Gov. Tony Evers praised the facilities’ progress. “This has been a goal a decade in the making, and it’s tremendous to be able to celebrate the completion of reforms at Lincoln Hills and Copper Lake schools today…This is a win for our state, a win for youth in our care, and a win for those who dedicate their time and energy to supporting the needed advancement of our justice system.”

Abreu’s most recent assessment noted that the overall climate, safety and culture at Lincoln Hills and Copper Lake had seen “a demonstrable improvement,” but stressed that sustaining reforms to the facilities “must remain a top priority, not just to protect youth and staff but also to ensure continued compliance with the Consent Decree, which has now been codified by the Wisconsin Administrative Code.” 

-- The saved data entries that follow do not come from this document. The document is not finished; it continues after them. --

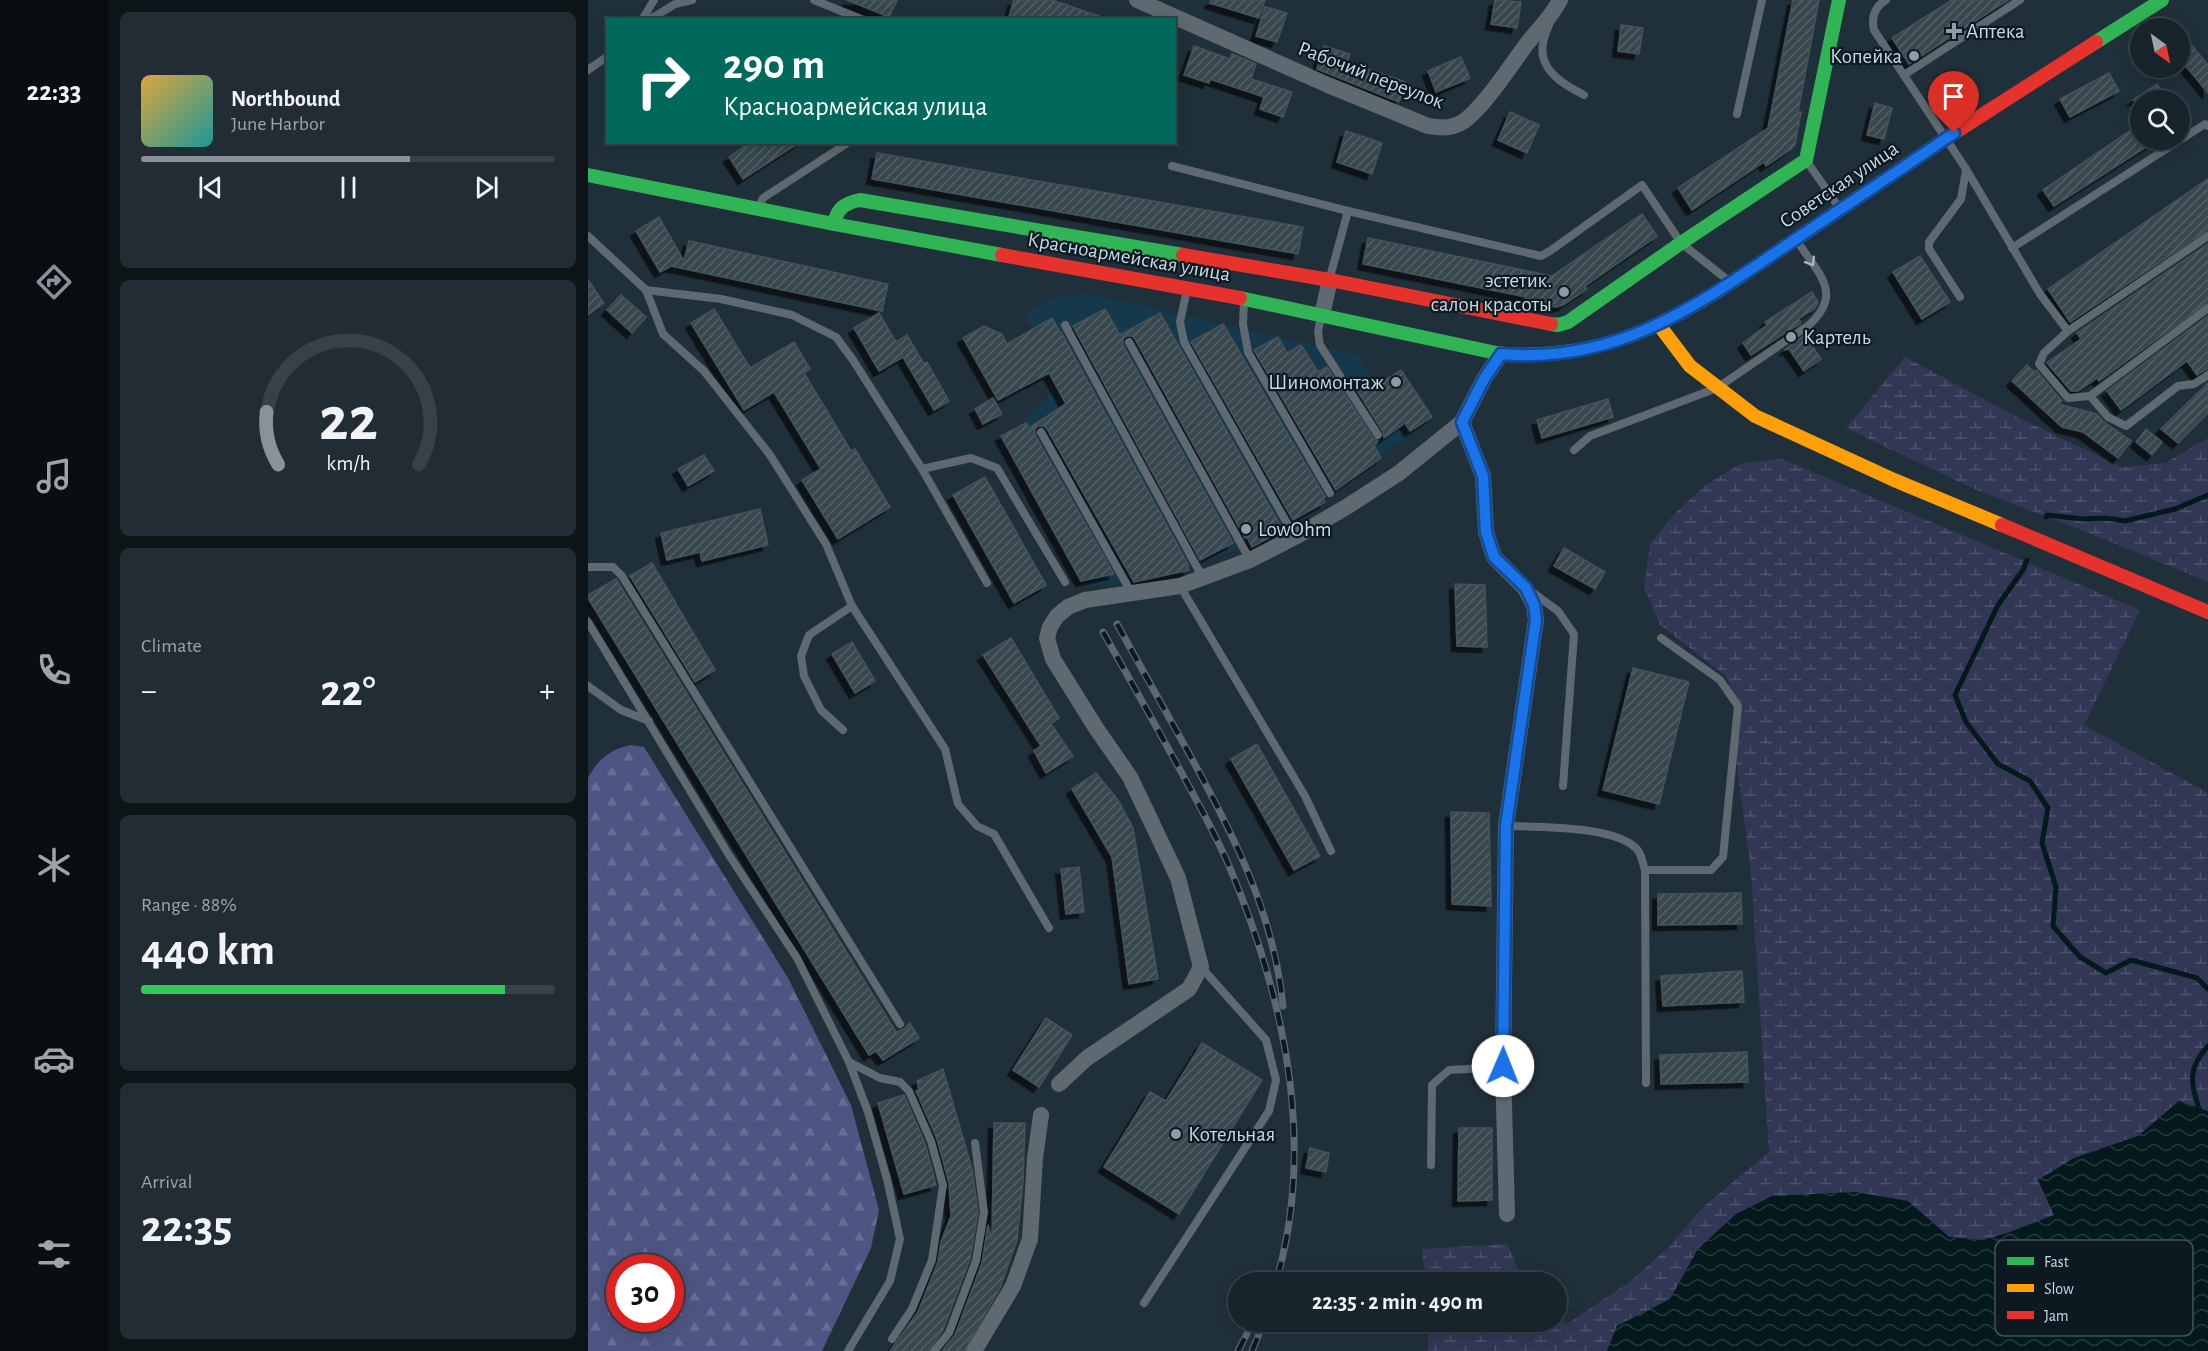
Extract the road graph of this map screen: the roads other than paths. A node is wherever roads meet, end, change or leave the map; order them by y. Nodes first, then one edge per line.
1 (654, 0) edge
2 (693, 0) edge
3 (814, 0) edge
4 (1137, 0) edge
5 (1560, 0) edge
6 (1762, 0) edge
7 (1839, 0) edge
8 (1886, 0) edge
9 (2020, 0) edge
10 (2162, 0) edge
11 (1552, 16) junction
12 (643, 18) edge
13 (652, 18) edge
14 (858, 18) edge
15 (606, 57) edge
16 (588, 70) edge
17 (1904, 75) junction
18 (1584, 95) dead end
19 (1737, 114) dead end
20 (2208, 126) edge
21 (1946, 139) junction
22 (846, 144) edge
23 (1806, 160) junction
24 (1172, 166) dead end
25 (1966, 169) junction
26 (588, 175) edge
27 (758, 209) junction
28 (1840, 209) junction
29 (1348, 211) junction
30 (834, 224) junction
31 (588, 236) edge
32 (2208, 236) edge
33 (1796, 239) junction
34 (1680, 243) junction
35 (2012, 248) junction
36 (1330, 279) junction
37 (1732, 283) junction
38 (1187, 288) junction
39 (646, 290) junction
40 (1960, 297) dead end
41 (1244, 299) junction
42 (2208, 308) edge
43 (1322, 315) junction
44 (1065, 325) dead end
45 (1659, 325) junction
46 (2068, 331) junction
47 (1129, 342) dead end
48 (1501, 354) junction
49 (2208, 375) edge
50 (1717, 388) junction
51 (2090, 396) junction
52 (1462, 422) junction
53 (1041, 432) dead end
54 (1378, 435) dead end
55 (1574, 450) dead end
56 (922, 469) junction
57 (1330, 493) dead end
58 (1295, 537) junction
59 (1250, 560) junction
60 (588, 567) edge
61 (1203, 578) junction
62 (1065, 582) dead end
63 (987, 584) dead end
64 (1180, 586) junction
65 (1526, 588) junction
66 (1131, 592) junction
67 (852, 606) junction
68 (2208, 612) edge
69 (588, 622) edge
70 (1661, 638) dead end
71 (588, 686) edge
72 (649, 721) junction
73 (843, 730) dead end
74 (1563, 786) dead end
75 (1506, 826) junction
76 (1331, 852) dead end
77 (1645, 870) junction
78 (1049, 928) dead end
79 (1201, 967) junction
80 (900, 1024) dead end
81 (849, 1062) junction
82 (1503, 1066) junction
83 (1646, 1083) dead end
84 (1059, 1084) dead end
85 (1041, 1116) dead end
86 (975, 1143) dead end
87 (1431, 1165) dead end
88 (1507, 1214) dead end
89 (1144, 1303) dead end
90 (892, 1339) dead end
91 (848, 1351) edge
92 (934, 1351) edge
93 (974, 1351) edge

1 - 12 lane
2 - 13 lane
3 - 14 lane
4 - 11 street, Рабочий переулок
5 - 11 street, Рабочий переулок
6 - 19 lane
7 - 23 street
8 - 17 lane
9 - 17 lane
10 - 21 street, Советская улица
11 - 18 lane
15 - 16 lane
17 - 21 lane
20 - 35 lane
21 - 25 lane
21 - 28 street, Советская улица
22 - 27 lane
23 - 28 lane
23 - 34 street
24 - 29 lane
25 - 35 lane
25 - 40 lane
26 - 27 street, Красноармейская улица
27 - 30 street, Красноармейская улица
28 - 33 street, Советская улица
29 - 34 lane
29 - 36 lane
30 - 36 street
30 - 38 street, Красноармейская улица
31 - 39 lane
32 - 46 lane
33 - 37 street, Советская улица
33 -> 50 lane
34 - 36 street
34 - 37 lane
35 - 46 lane
36 - 43 street
37 - 45 street, Советская улица
38 - 41 street, Красноармейская улица
38 - 58 lane
39 - 56 lane
39 - 67 lane
41 - 43 street, Красноармейская улица
41 - 57 lane
42 - 51 lane
43 - 48 street, Красноармейская улица
43 - 54 lane
44 - 61 lane
45 - 48 street, Красноармейская улица
45 - 50 street
46 - 51 lane
47 - 59 lane
48 - 52 street
49 - 51 lane
50 - 55 lane
50 - 68 street
52 - 58 street
52 - 65 street
53 - 66 lane
56 - 62 lane
56 - 63 lane
58 - 59 street
59 - 61 street
60 - 80 lane
61 - 64 street
64 - 66 street
64 - 76 lane
65 - 74 lane
65 - 75 street
66 - 79 street
67 - 73 lane
67 - 78 lane
69 - 72 lane
70 - 77 lane
71 - 72 lane
72 - 81 lane
75 - 77 lane
75 - 82 street
77 - 83 lane
79 - 84 street
79 - 89 lane
81 - 90 lane
81 - 91 lane
82 - 87 lane
82 - 88 street
85 - 93 street
86 - 92 lane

Kate Burdick, senior attorney at the Juvenile Law Center, commended Lincoln Hills and Copper Lake as being a “far cry from where we started” in a statement. “Yet we know that no child should grow up in prison — even an improved one. Across Wisconsin, the focus should be on building up alternatives to incarceration that support young people and help them thrive at home and in their own communities.” 

Today there are 112 youth incarcerated by the Wisconsin Department of Corrections according to the most recent population report. That number includes  71 boys at Lincoln Hills and 22 girls at Copper Lake. While improvements have been made to both facilities, plans to eventually close the two prisons have been stalled by years of legislative debate and local pushback from communities that don’t want new juvenile prisons built in their backyards. 

In 2024, Lincoln Hills was engulfed by a new wave of controversy after a staff member died from injuries he’d received during an assault. One of the involved teens, 18-year-old Rian Nyblom, pleaded guilty last year, and a trial for 17-year-old Javarius Hurd has been delayed. Hurd pleaded guilty to homicide and battery charges, but has argued that he was not responsible due to mental illness 

Abreu stressed in her monitoring report  more improvements are needed  at Lincoln Hills and Copper Lake. “Despite this progress, critical work remains,” the monitor wrote. “The Defendants must establish a comprehensive, long-term strategy for youth who are not suited for a juvenile correctional setting. As the Monitor has consistently advised, greater emphasis must be placed on transferring youth from [Lincoln Hills and Copper Lake] to more appropriate placements or diverting them from confinement altogether. The opening of new facilities should not result in increased incarceration; rather, it should advance the vision of placing youth closer to home and ultimately closing [Lincoln Hills and Copper Lake].”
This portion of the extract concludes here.